16 Kasım 2011 Çarşamba

SEÇİM SENİN!.. Cem Yağcıoğlu


Ya tüm olana bitene seyirci kalırsın…Ya da başkaldırırsın…Seçim senin!

İnsanı olduğundan farklı resmetmek ya da birimleştirerek birbirinden ayrıştırma, günümüzün emperyal güçlerince oldukça geçerli bir yöntem.

Ne yazık ki, gelişmekte olan ve de henüz gelişmemiş (ne demekse) olan toplumların (siz halkların deyin) yeni yetme aydınları bu emperyal güçlerin uyuşturucu fikirleriyle öyle halvet olmuşlardır ki, gerçekleri bildikleri ve hatta gördükleri halde, tam bir şam şeytanı edasıyla nutuk çekerler.
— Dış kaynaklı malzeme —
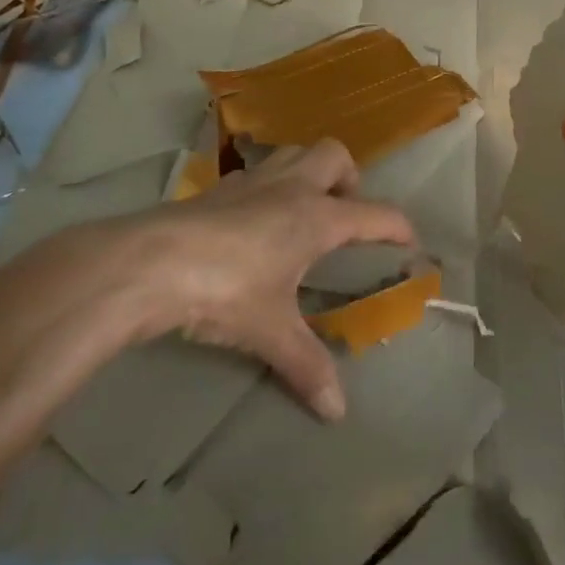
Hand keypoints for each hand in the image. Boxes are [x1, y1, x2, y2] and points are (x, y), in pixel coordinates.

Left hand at [110, 140, 413, 420]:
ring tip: (304, 210)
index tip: (411, 241)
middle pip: (335, 155)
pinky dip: (268, 187)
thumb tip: (336, 411)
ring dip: (308, 172)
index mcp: (317, 216)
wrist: (152, 262)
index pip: (375, 213)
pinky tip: (254, 221)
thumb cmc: (226, 290)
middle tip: (344, 213)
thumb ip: (305, 365)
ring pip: (294, 153)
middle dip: (349, 178)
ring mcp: (252, 181)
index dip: (399, 226)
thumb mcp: (270, 331)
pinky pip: (257, 173)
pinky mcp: (218, 188)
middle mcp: (291, 187)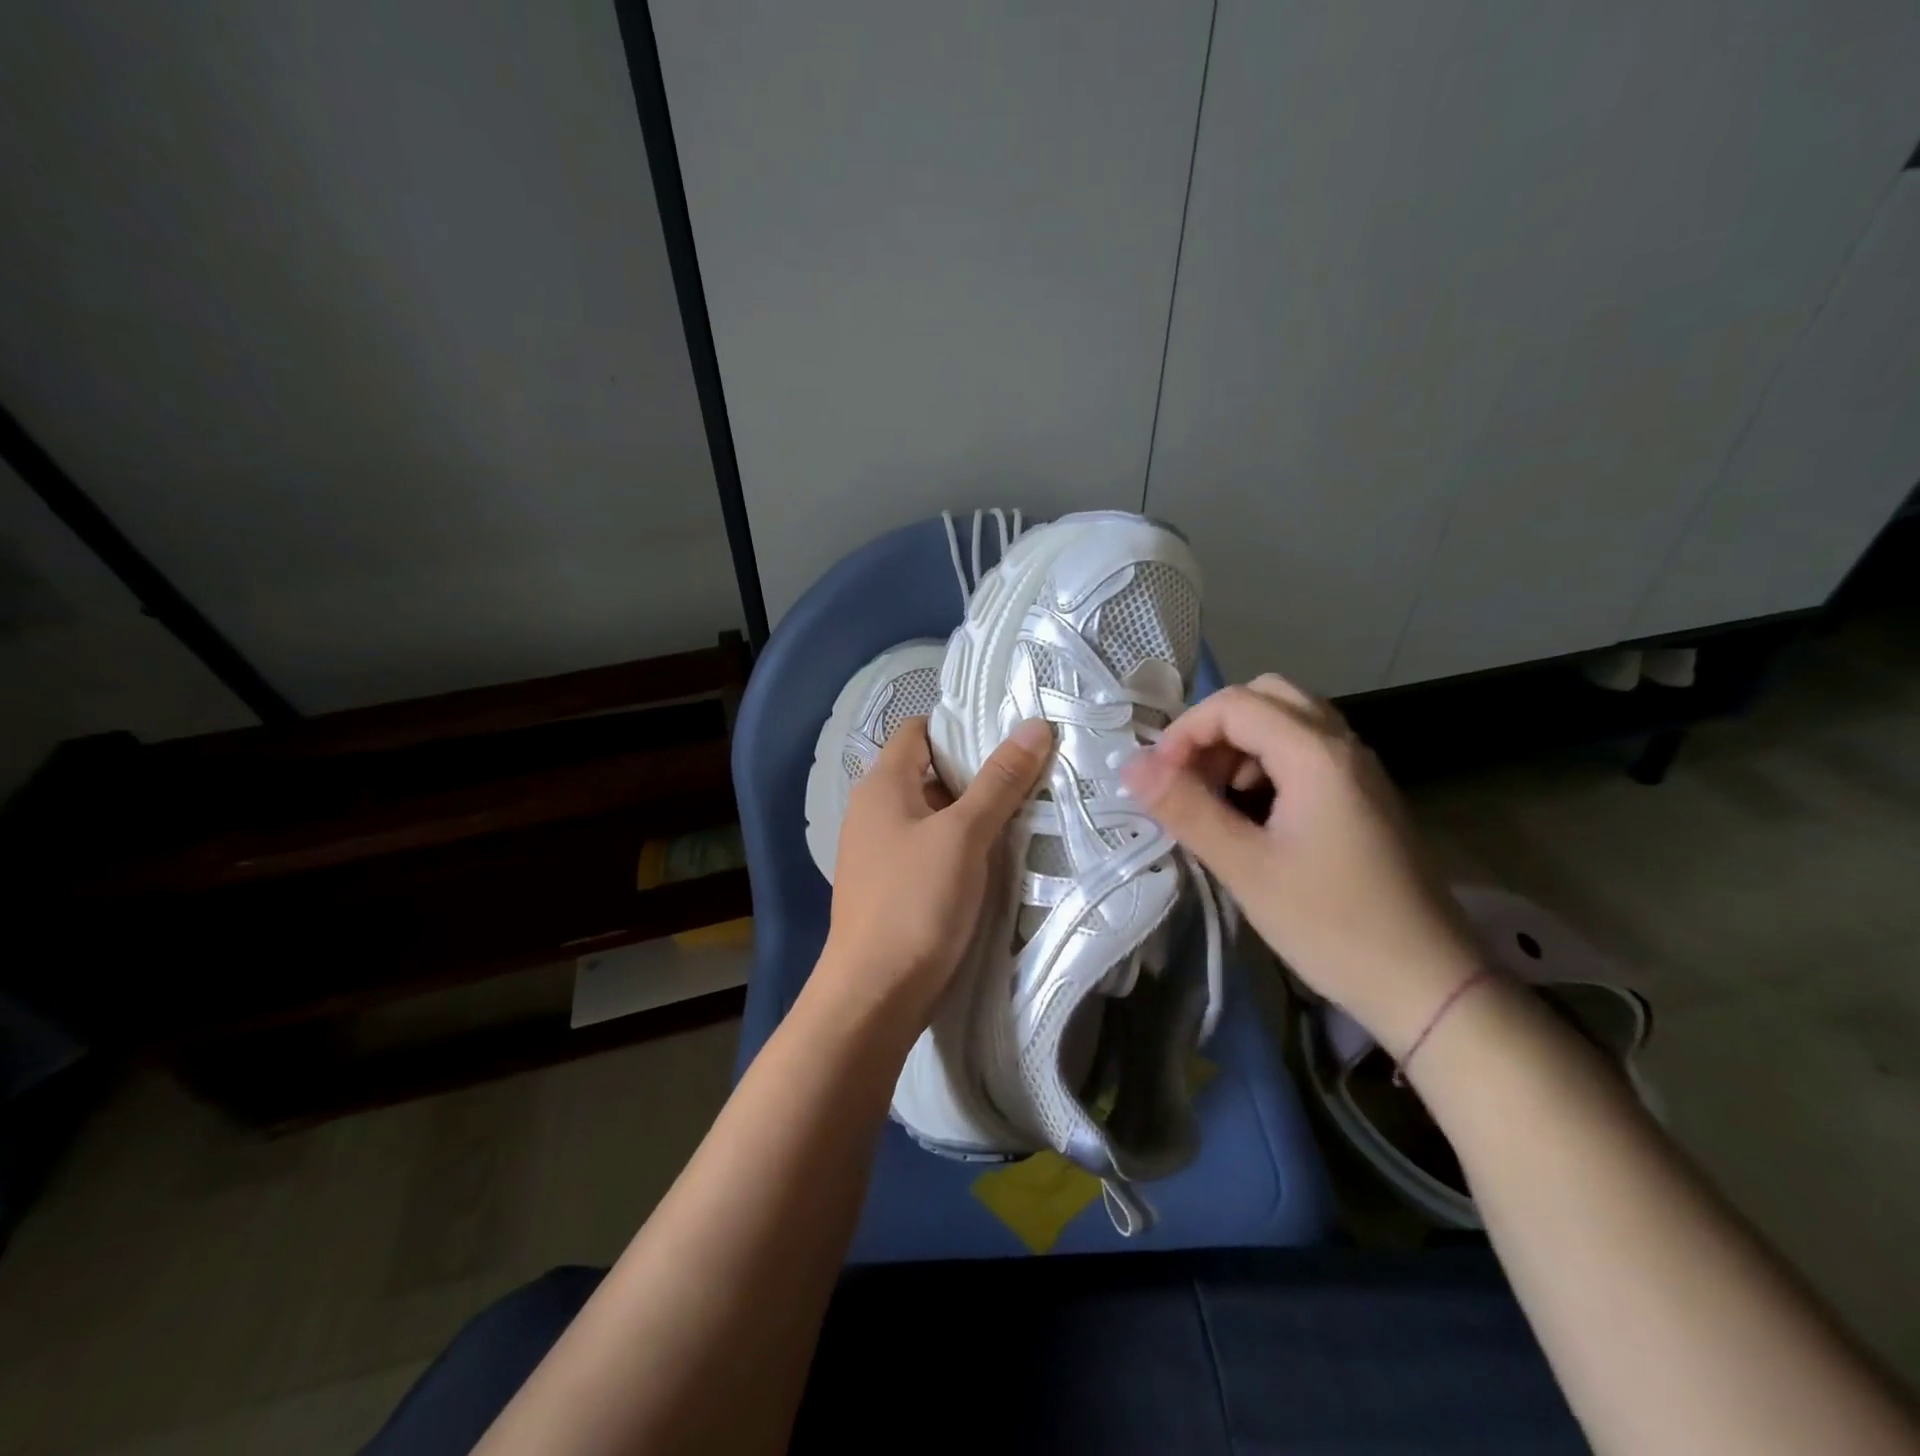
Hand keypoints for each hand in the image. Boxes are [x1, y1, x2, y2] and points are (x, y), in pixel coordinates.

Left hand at [817, 715, 1052, 1034]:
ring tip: (1025, 810)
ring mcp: (879, 850)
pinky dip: (960, 844)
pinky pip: (930, 848)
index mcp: (882, 785)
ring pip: (933, 813)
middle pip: (929, 771)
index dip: (960, 726)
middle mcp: (874, 810)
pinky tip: (996, 856)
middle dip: (977, 771)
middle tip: (1030, 772)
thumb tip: (1035, 726)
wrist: (874, 995)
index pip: (918, 731)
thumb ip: (1000, 781)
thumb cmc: (915, 902)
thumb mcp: (964, 835)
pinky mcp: (892, 885)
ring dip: (973, 811)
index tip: (1009, 733)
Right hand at [1120, 675, 1479, 1054]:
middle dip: (1215, 729)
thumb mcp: (1246, 867)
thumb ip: (1186, 809)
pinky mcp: (1365, 798)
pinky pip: (1308, 753)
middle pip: (1267, 697)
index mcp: (1316, 755)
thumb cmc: (1332, 925)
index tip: (1157, 780)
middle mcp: (1343, 747)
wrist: (1429, 985)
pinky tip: (1254, 816)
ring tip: (1216, 801)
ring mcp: (1359, 771)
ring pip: (1290, 723)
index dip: (1185, 732)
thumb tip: (1130, 766)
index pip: (1235, 705)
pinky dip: (1268, 765)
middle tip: (1188, 778)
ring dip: (1241, 746)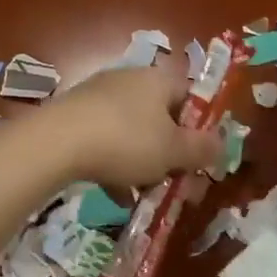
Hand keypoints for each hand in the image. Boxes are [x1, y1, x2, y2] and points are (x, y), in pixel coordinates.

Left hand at [37, 54, 224, 189]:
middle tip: (177, 184)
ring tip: (146, 196)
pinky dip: (115, 167)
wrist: (54, 143)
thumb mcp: (173, 151)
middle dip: (171, 153)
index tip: (202, 158)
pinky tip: (116, 196)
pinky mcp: (74, 116)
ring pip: (133, 133)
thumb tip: (222, 145)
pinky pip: (106, 141)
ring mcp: (99, 97)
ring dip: (143, 164)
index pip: (191, 96)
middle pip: (162, 117)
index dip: (201, 128)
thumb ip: (202, 149)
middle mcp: (130, 80)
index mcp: (158, 79)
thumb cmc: (125, 141)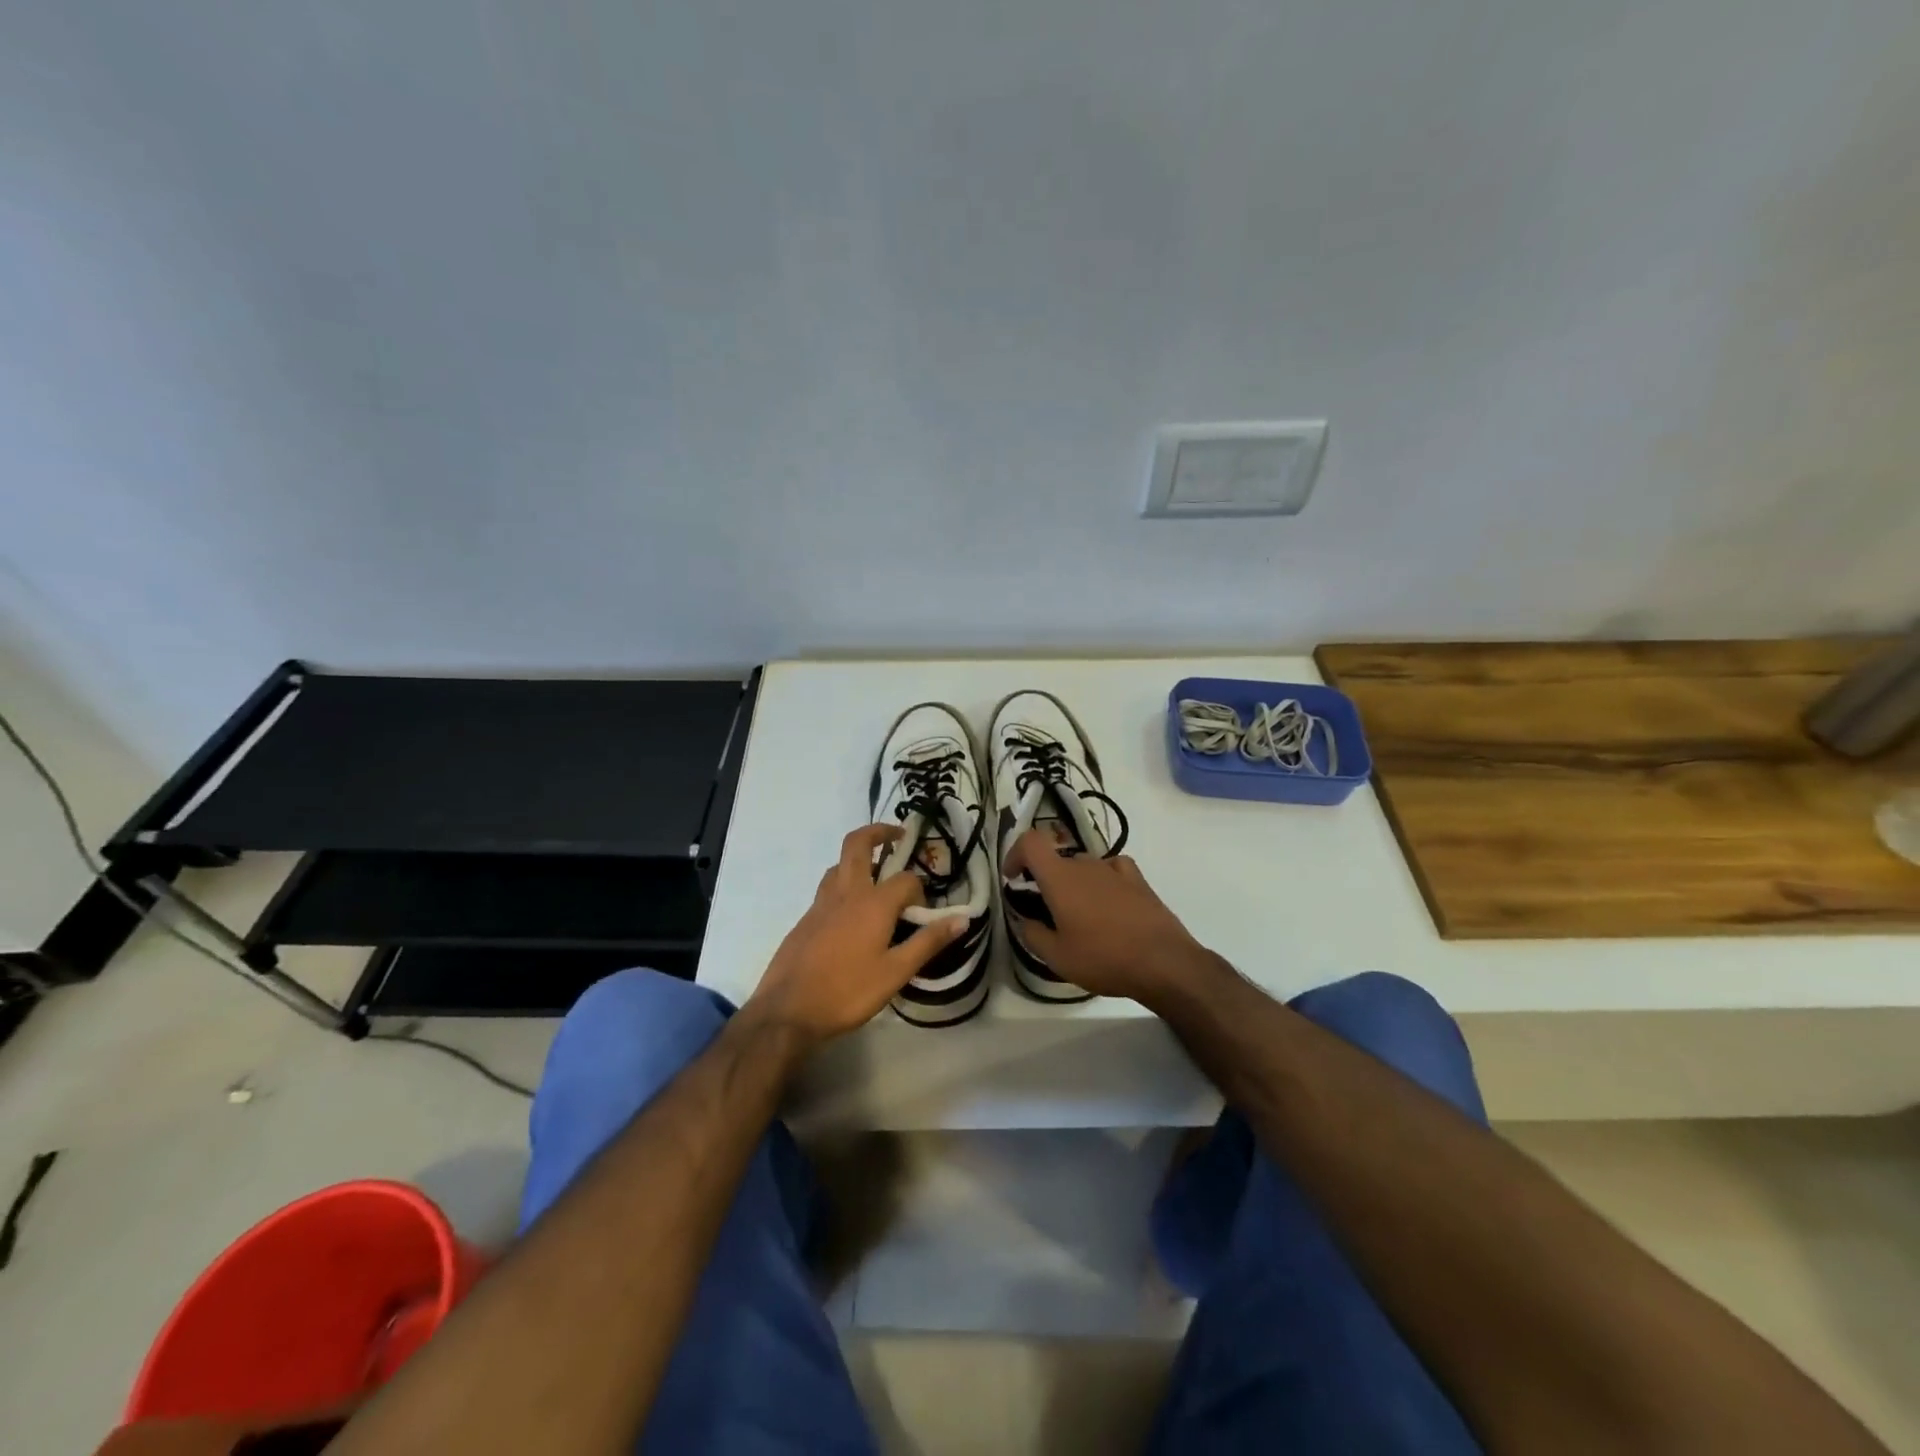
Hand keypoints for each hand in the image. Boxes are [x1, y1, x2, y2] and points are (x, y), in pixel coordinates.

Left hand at [744, 825, 968, 1046]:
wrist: (787, 1011)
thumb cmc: (847, 992)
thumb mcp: (896, 973)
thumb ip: (928, 942)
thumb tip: (962, 919)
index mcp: (873, 903)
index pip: (905, 879)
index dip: (919, 889)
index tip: (924, 910)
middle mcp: (846, 893)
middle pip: (858, 844)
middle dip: (878, 832)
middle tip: (897, 834)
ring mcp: (821, 904)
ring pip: (839, 864)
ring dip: (858, 858)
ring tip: (876, 873)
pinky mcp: (805, 919)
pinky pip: (827, 887)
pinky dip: (843, 883)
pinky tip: (850, 912)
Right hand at [1002, 831, 1217, 1005]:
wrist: (1164, 963)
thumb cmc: (1103, 958)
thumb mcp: (1057, 957)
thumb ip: (1032, 934)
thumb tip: (1025, 920)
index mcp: (1060, 878)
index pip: (1030, 842)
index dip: (1015, 853)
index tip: (1014, 877)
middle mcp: (1085, 864)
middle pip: (1057, 859)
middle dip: (1045, 880)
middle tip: (1045, 912)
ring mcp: (1114, 870)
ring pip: (1083, 866)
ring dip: (1074, 884)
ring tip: (1078, 916)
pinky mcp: (1138, 880)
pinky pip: (1112, 869)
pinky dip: (1103, 879)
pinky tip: (1108, 901)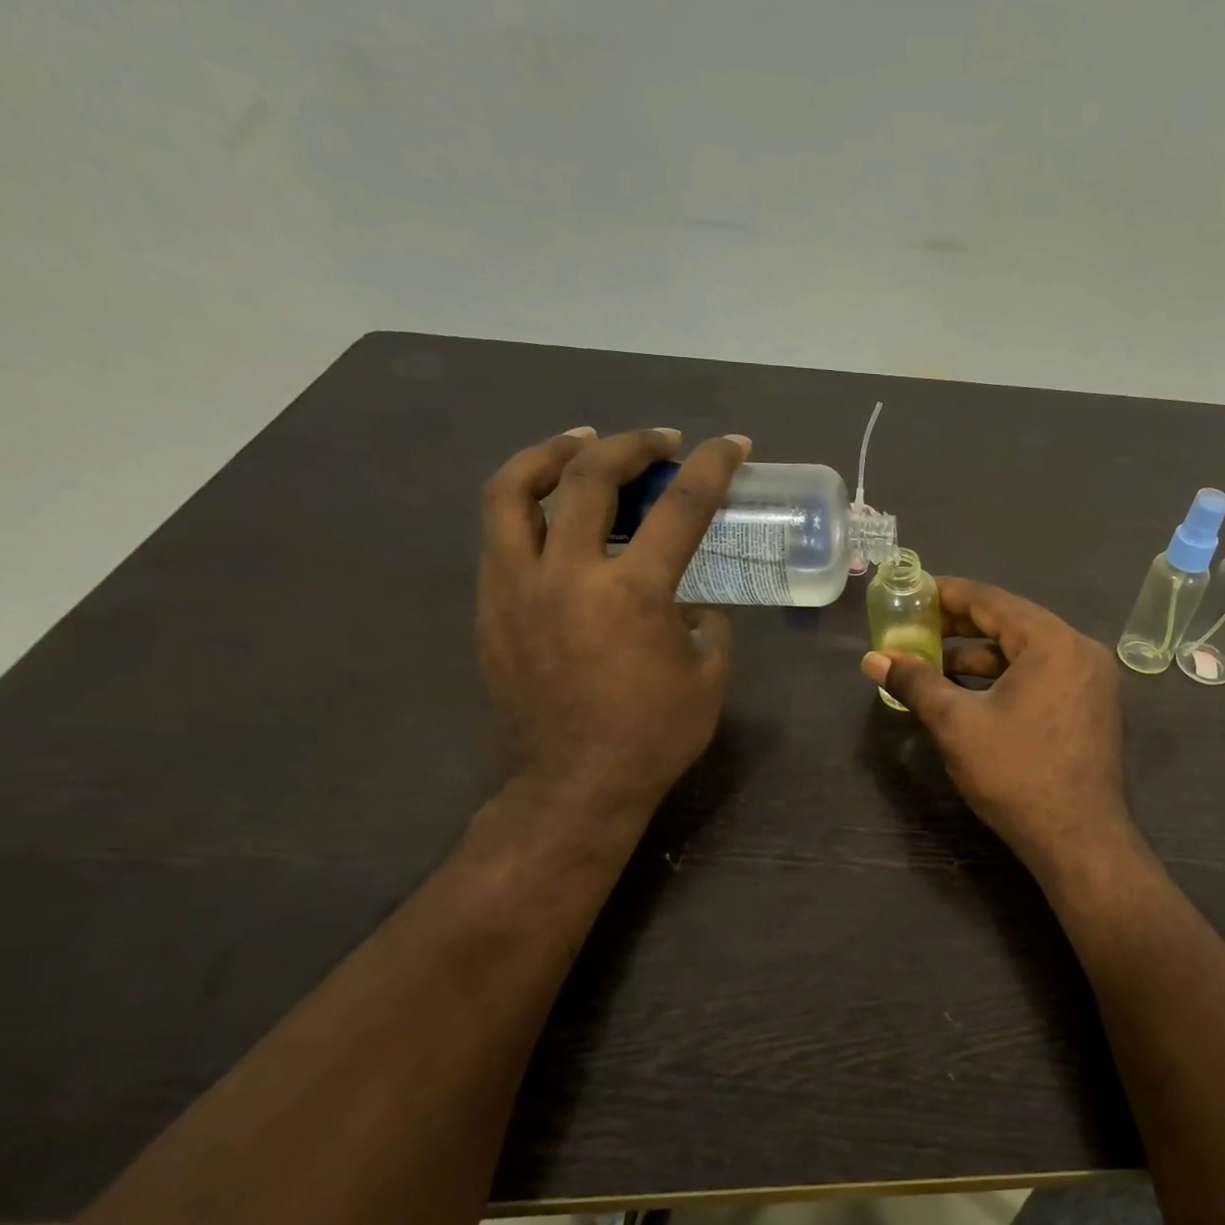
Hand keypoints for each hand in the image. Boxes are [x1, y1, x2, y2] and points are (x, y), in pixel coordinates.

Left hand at [478, 425, 750, 821]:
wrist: (576, 784)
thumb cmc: (654, 734)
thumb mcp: (708, 675)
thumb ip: (705, 622)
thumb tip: (687, 601)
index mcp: (633, 593)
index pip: (680, 508)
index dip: (712, 466)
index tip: (732, 444)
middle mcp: (568, 575)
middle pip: (589, 477)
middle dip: (630, 444)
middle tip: (658, 440)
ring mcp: (517, 588)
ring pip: (512, 492)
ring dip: (551, 454)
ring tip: (580, 443)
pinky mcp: (491, 608)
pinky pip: (499, 535)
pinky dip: (526, 505)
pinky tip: (552, 510)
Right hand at [861, 578, 1128, 872]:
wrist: (1079, 840)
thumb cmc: (1016, 774)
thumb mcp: (957, 724)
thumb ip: (915, 682)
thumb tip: (872, 659)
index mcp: (1052, 641)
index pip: (991, 600)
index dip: (947, 593)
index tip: (913, 591)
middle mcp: (1079, 649)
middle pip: (1010, 622)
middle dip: (959, 626)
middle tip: (916, 628)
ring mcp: (1090, 680)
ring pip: (1025, 652)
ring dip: (978, 656)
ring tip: (932, 664)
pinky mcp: (1090, 706)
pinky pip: (1040, 675)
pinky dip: (1004, 677)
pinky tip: (969, 692)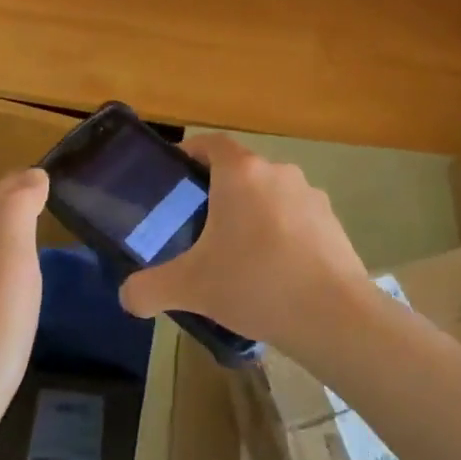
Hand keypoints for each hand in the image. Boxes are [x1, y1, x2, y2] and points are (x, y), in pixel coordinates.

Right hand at [119, 134, 370, 353]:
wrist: (333, 315)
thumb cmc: (255, 284)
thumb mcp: (190, 288)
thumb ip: (149, 289)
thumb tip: (128, 297)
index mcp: (240, 173)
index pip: (211, 144)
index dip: (191, 154)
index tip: (177, 177)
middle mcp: (277, 172)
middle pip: (240, 171)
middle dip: (220, 193)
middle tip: (200, 228)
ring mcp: (310, 194)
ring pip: (270, 194)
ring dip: (254, 214)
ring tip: (240, 256)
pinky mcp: (332, 221)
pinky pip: (296, 218)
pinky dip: (283, 234)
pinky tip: (276, 273)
Geniş halk kitlelerini derin bir uyku halinde tutarak, en üst değerlerin, emperyal güçlerin kültürleriyle özdeş olduğunu söyler ve bu yalanla sonu gelmez bataklığa doğru aymazlık içerisinde sürüklerler.

Sendikalarla işverenlerin ortak olduğu günümüzde Marksizm bitmiştir.. Das Kapital devrini tamamlamıştır. Artık yeni bir açılım, yeni bir sistem kurgusu gerekliliği had safhaya ulaşmıştır.. Sorunlar çeşitlenmiş, kılık değiştirmiş ve umursanmaz olmuştur.

Paylaşım adaletsizliği… Hukuk adaletsizliği…



Sorunlar daha da çeşitlendirilebilir veya şekilsel özellikleri baz alınarak sayıca daha aza da indirilebilir. Ama burada önemli olan, sorunların çeşitliliğinden ziyade, göz önüne alınması gereken, sorunları yaratan nedenler olmalıdır.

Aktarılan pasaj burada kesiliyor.